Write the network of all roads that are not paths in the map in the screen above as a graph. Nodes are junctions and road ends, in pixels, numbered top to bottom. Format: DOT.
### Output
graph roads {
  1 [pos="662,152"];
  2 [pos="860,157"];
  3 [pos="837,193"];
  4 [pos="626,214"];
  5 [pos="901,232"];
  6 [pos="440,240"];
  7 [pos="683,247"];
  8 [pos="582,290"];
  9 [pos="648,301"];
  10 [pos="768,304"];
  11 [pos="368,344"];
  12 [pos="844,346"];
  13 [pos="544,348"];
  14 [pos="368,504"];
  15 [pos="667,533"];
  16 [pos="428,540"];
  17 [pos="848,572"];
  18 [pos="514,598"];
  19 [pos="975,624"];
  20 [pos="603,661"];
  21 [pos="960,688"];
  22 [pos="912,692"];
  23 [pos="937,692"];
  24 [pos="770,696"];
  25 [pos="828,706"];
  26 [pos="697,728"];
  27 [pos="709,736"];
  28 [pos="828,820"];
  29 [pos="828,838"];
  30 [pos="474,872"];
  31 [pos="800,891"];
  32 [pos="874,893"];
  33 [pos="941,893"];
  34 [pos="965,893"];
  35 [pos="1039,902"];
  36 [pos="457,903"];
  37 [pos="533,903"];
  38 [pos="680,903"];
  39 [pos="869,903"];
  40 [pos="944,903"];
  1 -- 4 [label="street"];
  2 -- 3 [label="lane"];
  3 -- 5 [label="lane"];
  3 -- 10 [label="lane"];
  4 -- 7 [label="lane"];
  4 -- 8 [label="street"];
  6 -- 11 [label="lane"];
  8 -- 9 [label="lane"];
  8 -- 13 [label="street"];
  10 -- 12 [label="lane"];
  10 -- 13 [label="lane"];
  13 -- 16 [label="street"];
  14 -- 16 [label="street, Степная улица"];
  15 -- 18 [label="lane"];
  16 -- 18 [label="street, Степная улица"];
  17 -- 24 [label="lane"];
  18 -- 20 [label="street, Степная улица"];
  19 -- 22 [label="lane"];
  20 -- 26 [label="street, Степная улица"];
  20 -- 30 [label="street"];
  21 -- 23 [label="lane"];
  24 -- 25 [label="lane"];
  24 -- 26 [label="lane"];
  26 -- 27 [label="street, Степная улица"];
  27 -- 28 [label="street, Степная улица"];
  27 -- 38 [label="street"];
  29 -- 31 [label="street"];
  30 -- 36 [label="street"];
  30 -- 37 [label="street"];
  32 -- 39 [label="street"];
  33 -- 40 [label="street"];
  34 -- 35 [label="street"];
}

--

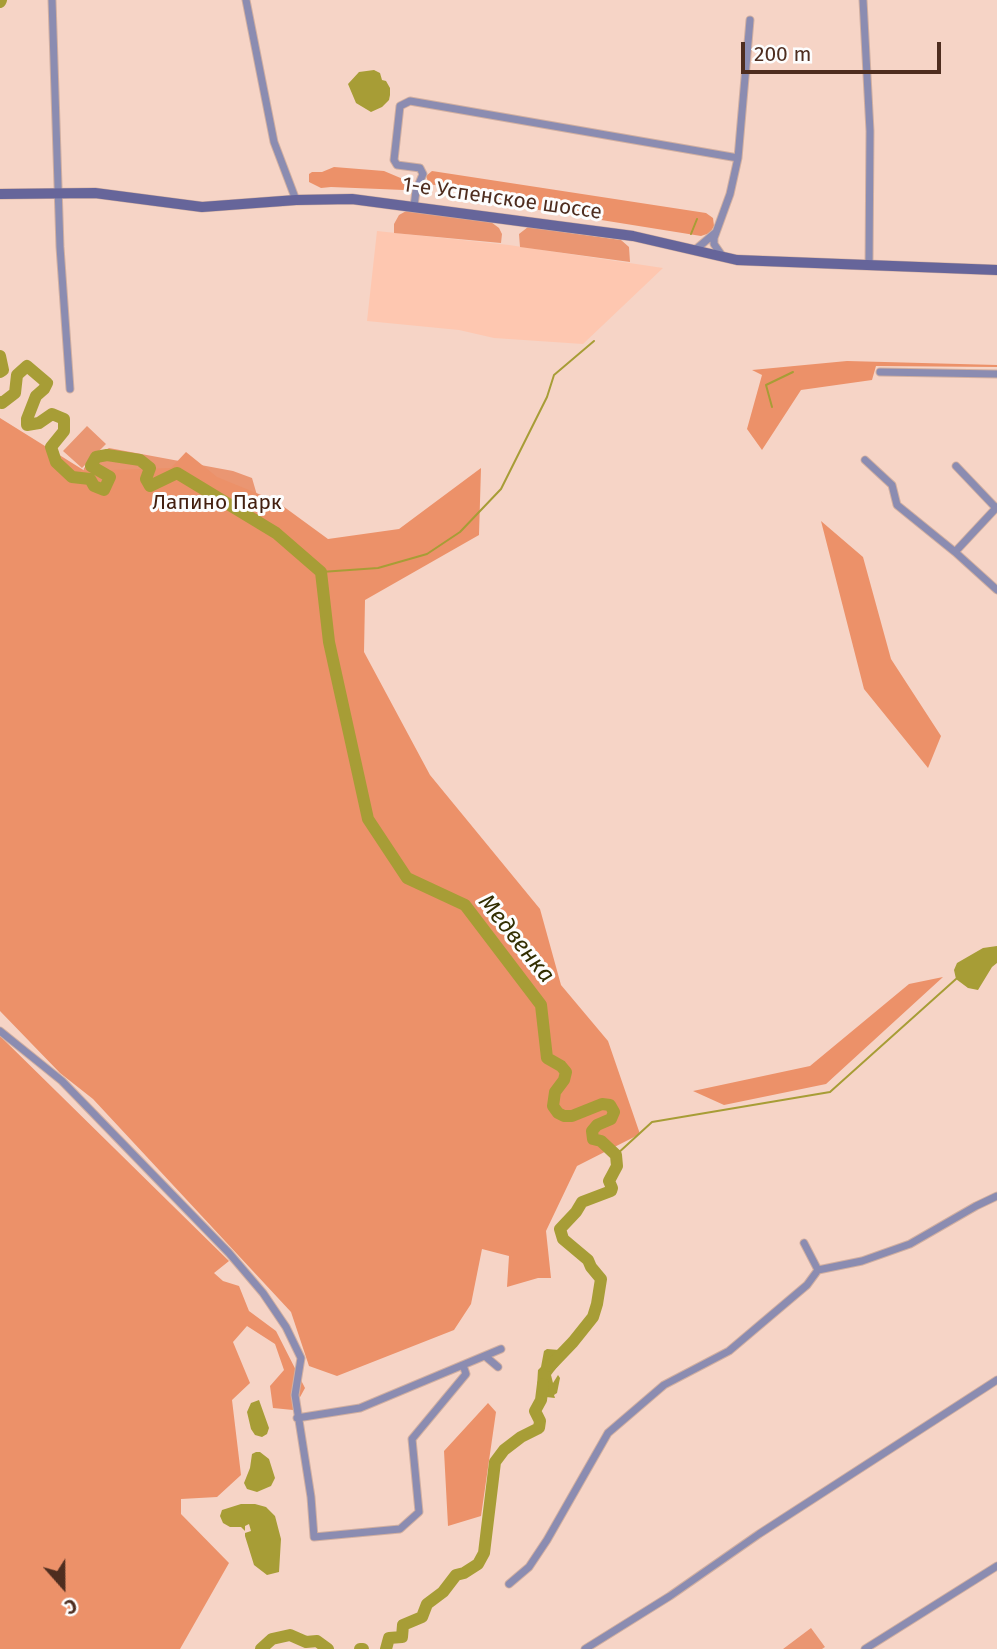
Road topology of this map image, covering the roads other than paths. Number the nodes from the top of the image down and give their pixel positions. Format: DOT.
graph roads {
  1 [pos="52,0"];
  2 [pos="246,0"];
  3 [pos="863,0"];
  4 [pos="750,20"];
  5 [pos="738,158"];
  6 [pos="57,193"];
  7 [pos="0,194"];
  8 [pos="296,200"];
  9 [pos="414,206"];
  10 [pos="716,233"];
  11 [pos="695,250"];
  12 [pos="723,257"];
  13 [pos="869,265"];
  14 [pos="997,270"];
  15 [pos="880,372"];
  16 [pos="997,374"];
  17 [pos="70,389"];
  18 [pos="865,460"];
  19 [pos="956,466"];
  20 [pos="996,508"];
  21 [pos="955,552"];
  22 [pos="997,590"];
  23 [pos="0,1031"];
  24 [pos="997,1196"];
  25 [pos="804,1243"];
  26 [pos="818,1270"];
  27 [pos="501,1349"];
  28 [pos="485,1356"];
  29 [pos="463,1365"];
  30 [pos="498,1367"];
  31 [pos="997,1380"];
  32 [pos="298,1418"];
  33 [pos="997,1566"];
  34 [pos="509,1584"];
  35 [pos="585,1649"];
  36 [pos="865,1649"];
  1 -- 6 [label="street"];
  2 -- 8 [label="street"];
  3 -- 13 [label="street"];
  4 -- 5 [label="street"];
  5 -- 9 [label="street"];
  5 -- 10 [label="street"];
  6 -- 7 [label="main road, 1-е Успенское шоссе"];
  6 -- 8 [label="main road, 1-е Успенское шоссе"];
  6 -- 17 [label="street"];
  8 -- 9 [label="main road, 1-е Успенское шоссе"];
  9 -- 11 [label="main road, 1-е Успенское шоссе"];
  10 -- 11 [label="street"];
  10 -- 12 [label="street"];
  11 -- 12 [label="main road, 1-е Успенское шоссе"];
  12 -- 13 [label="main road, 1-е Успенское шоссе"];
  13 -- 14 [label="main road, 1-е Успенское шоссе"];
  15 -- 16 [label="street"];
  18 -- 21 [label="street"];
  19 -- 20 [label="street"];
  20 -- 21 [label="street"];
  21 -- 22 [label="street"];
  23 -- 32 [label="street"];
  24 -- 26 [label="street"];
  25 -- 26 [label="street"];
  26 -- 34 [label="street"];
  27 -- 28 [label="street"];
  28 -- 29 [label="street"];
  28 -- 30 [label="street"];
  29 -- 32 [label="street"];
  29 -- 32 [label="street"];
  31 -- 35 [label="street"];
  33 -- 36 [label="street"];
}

WHAT IS BEING ASKED
State how many lines of the data above contain the string "улица", leaving out everything but the number.

SOLUTION TO THIS EXERCISE
6